## WORK INSTRUCTIONS
Please return every line in the entries below with the word "each" in it.

(Dataset entries)
══════
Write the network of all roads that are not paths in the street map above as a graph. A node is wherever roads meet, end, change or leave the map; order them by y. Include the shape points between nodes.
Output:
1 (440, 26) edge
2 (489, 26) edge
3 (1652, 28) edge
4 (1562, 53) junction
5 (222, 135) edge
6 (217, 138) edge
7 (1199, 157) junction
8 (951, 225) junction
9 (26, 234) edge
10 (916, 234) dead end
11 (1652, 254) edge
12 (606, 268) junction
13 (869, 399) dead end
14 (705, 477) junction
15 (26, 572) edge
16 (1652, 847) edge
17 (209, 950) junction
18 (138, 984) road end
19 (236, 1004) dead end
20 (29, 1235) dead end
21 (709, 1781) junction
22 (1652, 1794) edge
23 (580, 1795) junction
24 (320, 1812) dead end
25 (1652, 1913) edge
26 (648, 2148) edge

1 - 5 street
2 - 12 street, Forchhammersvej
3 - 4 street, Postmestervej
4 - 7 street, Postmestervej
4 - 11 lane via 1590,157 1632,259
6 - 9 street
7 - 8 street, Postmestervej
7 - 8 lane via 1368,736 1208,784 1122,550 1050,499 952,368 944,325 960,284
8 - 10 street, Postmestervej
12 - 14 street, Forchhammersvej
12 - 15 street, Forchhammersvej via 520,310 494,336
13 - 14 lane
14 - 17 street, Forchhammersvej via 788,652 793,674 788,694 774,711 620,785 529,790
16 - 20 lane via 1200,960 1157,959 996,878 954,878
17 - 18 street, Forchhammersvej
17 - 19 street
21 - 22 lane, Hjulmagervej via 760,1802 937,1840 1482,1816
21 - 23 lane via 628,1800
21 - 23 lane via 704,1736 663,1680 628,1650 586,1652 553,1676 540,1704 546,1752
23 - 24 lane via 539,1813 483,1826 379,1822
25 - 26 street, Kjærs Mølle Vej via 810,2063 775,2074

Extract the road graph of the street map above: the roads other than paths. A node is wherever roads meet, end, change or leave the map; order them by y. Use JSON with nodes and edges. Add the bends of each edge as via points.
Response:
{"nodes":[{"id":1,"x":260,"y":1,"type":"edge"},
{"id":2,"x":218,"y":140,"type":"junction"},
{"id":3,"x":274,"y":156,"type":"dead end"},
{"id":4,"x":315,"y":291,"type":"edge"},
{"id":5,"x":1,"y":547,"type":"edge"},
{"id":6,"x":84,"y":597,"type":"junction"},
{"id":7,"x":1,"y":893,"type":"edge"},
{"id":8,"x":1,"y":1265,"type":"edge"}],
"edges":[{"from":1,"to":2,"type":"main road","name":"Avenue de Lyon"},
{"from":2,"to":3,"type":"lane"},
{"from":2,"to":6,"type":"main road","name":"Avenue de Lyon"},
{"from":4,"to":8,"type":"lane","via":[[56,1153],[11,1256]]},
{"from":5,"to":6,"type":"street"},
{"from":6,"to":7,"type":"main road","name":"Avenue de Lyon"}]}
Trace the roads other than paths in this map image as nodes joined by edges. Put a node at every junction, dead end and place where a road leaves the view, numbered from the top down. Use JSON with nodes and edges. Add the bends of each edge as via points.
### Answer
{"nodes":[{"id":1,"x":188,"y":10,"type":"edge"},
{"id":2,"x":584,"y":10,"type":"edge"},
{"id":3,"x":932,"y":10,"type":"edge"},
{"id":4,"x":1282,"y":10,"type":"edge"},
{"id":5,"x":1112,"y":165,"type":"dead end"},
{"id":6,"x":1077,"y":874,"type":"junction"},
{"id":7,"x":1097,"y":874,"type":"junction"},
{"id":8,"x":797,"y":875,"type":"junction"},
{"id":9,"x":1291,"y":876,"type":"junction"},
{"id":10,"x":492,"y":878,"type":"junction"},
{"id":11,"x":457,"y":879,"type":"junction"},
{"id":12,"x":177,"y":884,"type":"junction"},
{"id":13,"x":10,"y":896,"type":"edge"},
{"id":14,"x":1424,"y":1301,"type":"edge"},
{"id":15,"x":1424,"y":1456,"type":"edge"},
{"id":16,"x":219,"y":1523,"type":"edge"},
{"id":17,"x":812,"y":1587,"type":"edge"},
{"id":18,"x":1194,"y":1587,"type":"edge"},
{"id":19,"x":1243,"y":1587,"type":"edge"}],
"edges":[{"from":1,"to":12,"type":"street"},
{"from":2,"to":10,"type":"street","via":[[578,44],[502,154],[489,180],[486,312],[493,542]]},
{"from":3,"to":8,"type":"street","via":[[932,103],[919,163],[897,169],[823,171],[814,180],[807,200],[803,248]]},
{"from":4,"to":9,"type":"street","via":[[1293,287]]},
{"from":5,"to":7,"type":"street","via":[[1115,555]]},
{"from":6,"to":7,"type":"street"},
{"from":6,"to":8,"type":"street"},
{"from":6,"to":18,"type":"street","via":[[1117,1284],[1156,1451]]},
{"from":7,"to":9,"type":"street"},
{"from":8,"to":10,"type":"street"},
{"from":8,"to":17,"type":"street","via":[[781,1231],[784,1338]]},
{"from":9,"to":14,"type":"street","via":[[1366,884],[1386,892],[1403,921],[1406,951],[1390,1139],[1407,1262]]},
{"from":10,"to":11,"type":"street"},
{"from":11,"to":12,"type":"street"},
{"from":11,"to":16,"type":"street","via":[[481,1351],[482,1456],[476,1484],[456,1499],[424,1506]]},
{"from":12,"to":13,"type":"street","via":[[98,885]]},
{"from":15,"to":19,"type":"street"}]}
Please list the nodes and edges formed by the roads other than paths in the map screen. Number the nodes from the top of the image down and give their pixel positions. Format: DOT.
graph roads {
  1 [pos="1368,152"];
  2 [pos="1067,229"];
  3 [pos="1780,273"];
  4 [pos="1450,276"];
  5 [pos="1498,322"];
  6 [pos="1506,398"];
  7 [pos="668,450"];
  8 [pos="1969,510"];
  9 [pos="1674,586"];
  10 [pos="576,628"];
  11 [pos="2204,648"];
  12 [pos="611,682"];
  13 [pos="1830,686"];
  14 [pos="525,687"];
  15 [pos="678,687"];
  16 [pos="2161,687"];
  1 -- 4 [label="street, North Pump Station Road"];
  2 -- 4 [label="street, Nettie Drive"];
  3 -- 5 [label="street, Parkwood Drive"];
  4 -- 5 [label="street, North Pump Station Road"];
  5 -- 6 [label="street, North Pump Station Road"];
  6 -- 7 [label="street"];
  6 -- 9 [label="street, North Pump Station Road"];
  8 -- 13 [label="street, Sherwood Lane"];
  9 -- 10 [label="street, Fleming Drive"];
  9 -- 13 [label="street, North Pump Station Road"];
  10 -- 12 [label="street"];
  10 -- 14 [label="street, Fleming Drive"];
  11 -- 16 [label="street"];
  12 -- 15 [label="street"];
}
══════
## SOLUTION
Extract the road graph of the street map above: the roads other than paths. A node is wherever roads meet, end, change or leave the map; order them by y. Use JSON with nodes and edges. Add the bends of each edge as via points.
Trace the roads other than paths in this map image as nodes joined by edges. Put a node at every junction, dead end and place where a road leaves the view, numbered from the top down. Use JSON with nodes and edges. Add the bends of each edge as via points.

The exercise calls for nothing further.